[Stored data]
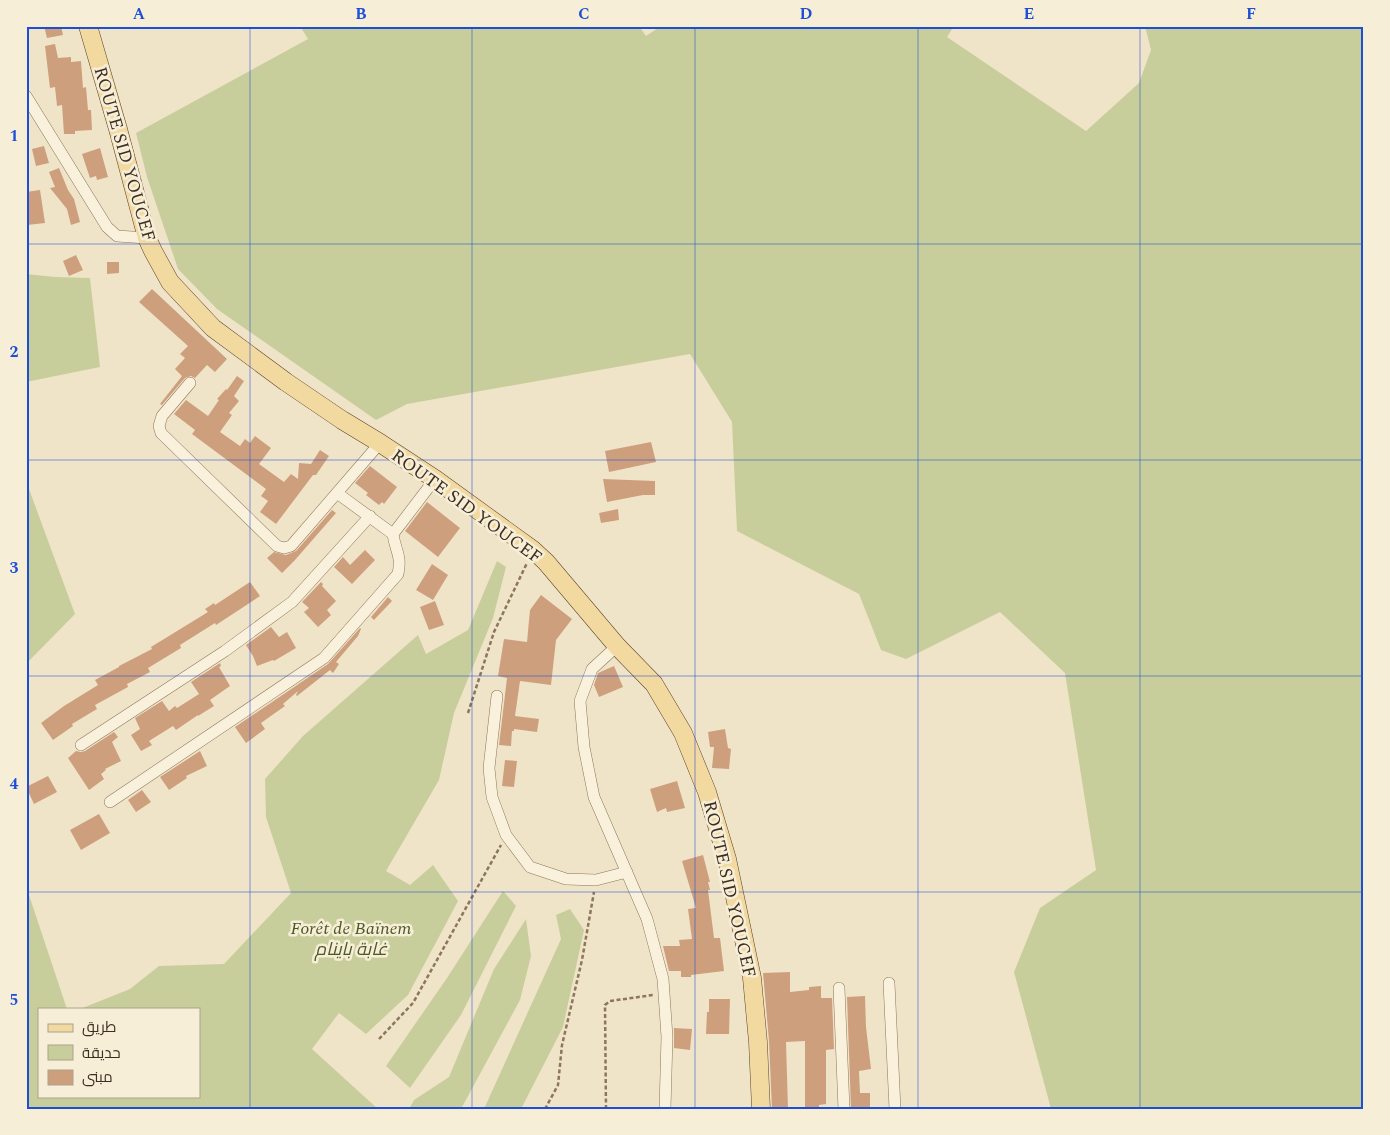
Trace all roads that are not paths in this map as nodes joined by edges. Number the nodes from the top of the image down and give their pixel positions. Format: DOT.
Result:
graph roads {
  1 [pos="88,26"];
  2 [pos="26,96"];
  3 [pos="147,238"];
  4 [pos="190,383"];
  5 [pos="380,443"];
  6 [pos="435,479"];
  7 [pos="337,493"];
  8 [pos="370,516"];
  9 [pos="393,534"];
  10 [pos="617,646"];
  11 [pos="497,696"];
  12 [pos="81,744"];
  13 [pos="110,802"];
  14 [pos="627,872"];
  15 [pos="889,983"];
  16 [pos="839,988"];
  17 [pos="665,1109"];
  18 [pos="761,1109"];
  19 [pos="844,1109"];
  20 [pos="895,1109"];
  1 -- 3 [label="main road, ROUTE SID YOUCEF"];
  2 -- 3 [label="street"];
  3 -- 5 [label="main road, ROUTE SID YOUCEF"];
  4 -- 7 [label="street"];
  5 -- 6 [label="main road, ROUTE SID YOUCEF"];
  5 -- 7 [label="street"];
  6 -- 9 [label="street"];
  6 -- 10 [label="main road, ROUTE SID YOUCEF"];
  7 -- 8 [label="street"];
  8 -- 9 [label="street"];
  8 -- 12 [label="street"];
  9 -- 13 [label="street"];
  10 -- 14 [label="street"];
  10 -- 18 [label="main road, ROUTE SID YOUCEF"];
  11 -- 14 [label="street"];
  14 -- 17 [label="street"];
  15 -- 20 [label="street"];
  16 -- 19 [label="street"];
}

==

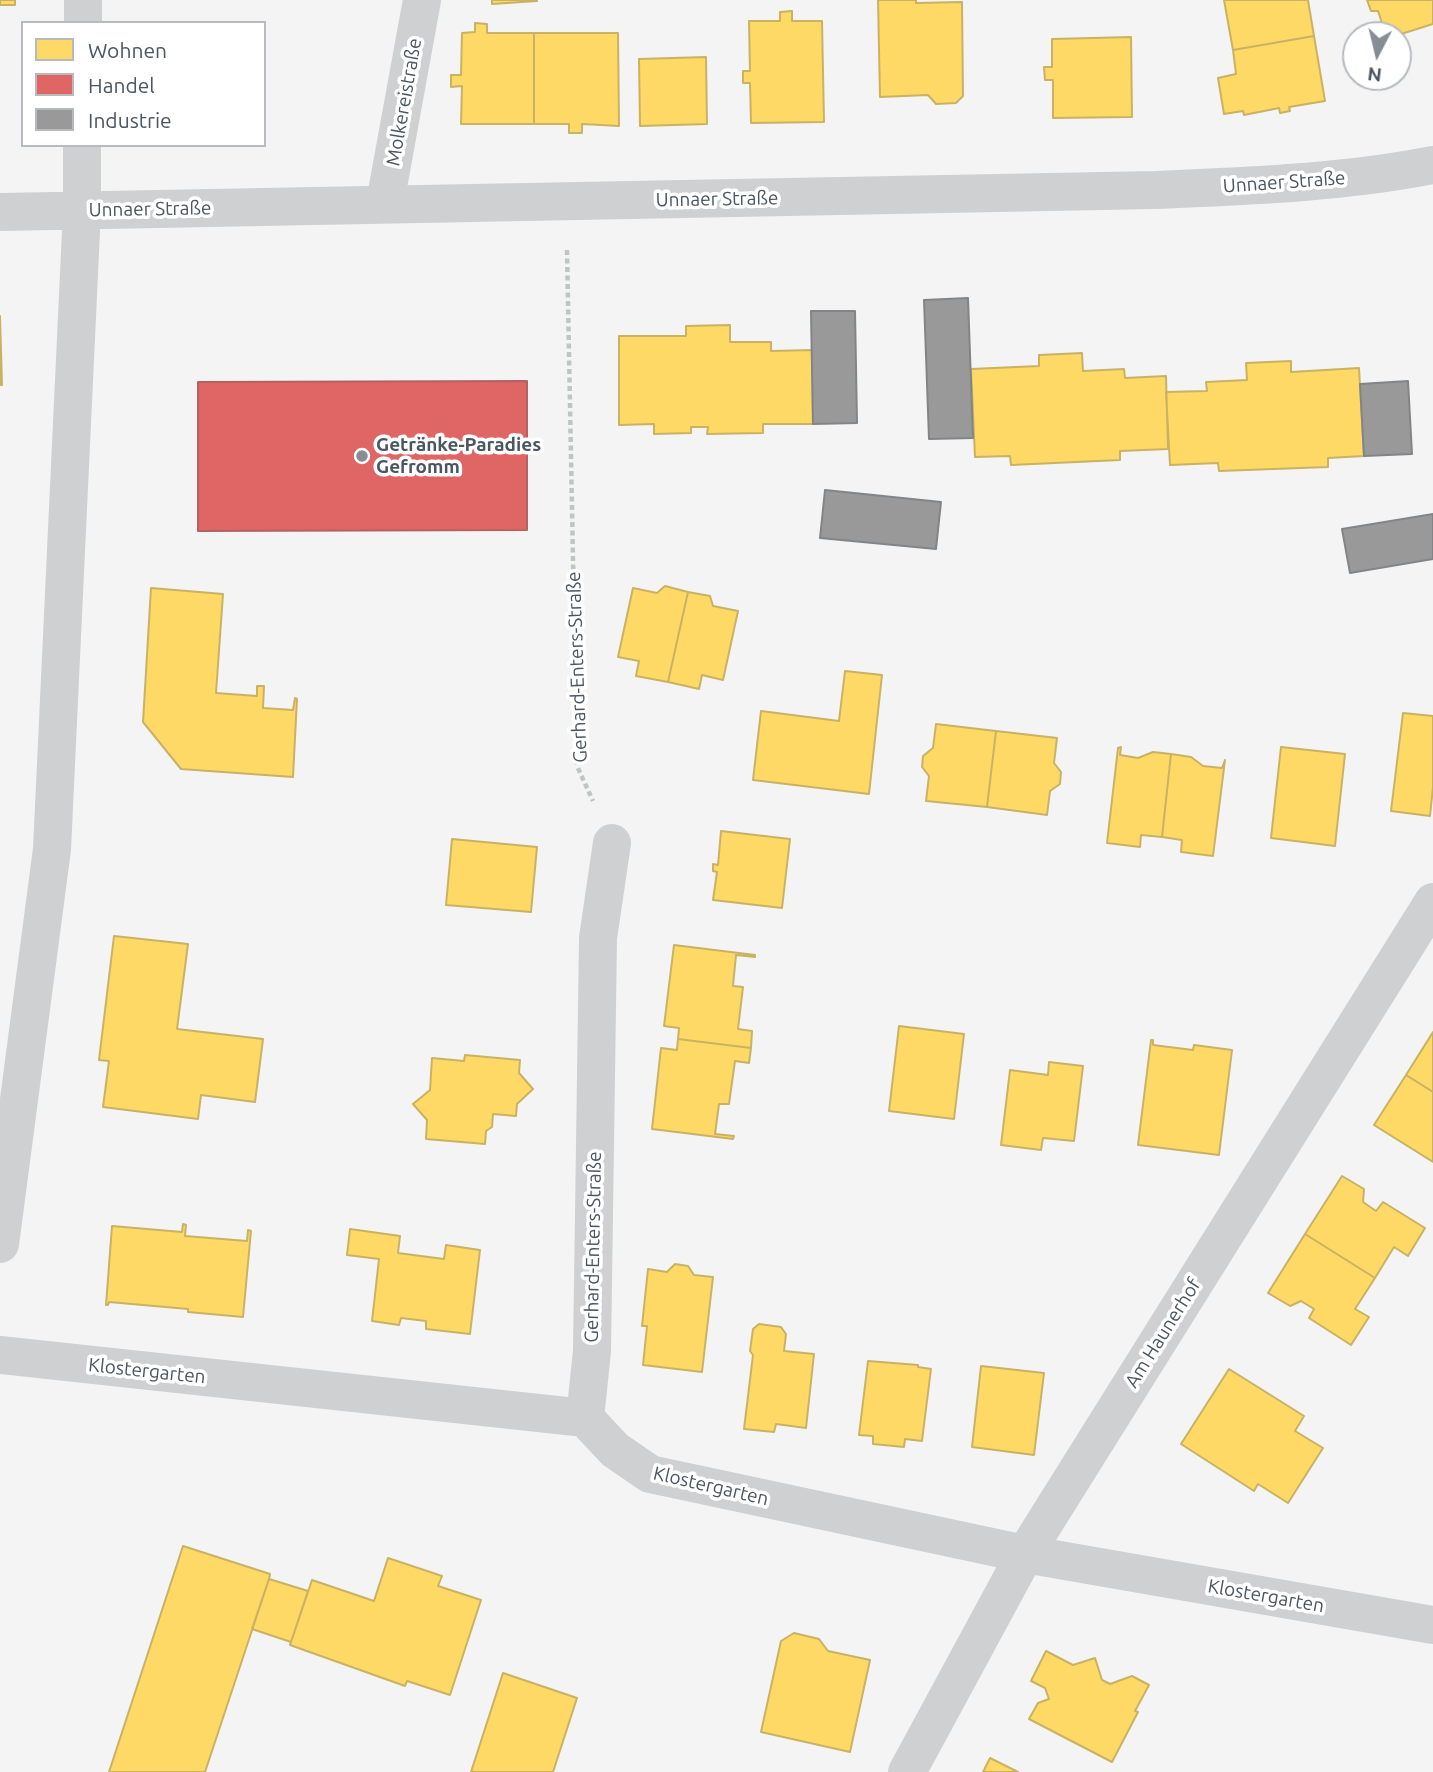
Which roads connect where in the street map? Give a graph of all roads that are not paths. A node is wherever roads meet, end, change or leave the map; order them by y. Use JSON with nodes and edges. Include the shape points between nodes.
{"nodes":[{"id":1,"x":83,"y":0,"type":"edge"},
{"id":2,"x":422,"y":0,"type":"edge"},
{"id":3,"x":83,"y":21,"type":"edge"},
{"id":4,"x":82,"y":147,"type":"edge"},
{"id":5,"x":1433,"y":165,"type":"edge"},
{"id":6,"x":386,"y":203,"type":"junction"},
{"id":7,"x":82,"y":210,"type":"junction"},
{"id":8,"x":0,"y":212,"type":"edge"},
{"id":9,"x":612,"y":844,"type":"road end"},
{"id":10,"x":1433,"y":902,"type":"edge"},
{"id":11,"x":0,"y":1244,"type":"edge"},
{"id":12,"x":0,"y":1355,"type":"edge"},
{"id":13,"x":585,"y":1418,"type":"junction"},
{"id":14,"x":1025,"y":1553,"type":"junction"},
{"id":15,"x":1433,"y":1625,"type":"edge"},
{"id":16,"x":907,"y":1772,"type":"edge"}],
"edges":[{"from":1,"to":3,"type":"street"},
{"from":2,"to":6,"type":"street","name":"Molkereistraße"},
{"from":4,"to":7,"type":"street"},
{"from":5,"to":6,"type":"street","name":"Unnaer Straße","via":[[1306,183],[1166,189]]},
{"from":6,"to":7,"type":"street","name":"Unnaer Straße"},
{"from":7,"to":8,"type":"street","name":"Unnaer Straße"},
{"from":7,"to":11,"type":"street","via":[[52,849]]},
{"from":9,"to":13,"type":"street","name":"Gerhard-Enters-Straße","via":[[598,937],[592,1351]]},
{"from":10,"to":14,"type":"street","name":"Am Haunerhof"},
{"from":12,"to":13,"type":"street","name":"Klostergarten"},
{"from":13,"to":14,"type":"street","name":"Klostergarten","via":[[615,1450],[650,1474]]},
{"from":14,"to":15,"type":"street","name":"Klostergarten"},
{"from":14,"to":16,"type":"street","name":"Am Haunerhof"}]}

**PROBLEM STATEMENT:**
For every line of the records that has the word "Haunerhof" in it, make a copy.

**REPLY TO THE TASK:**
{"from":10,"to":14,"type":"street","name":"Am Haunerhof"},
{"from":14,"to":16,"type":"street","name":"Am Haunerhof"}]}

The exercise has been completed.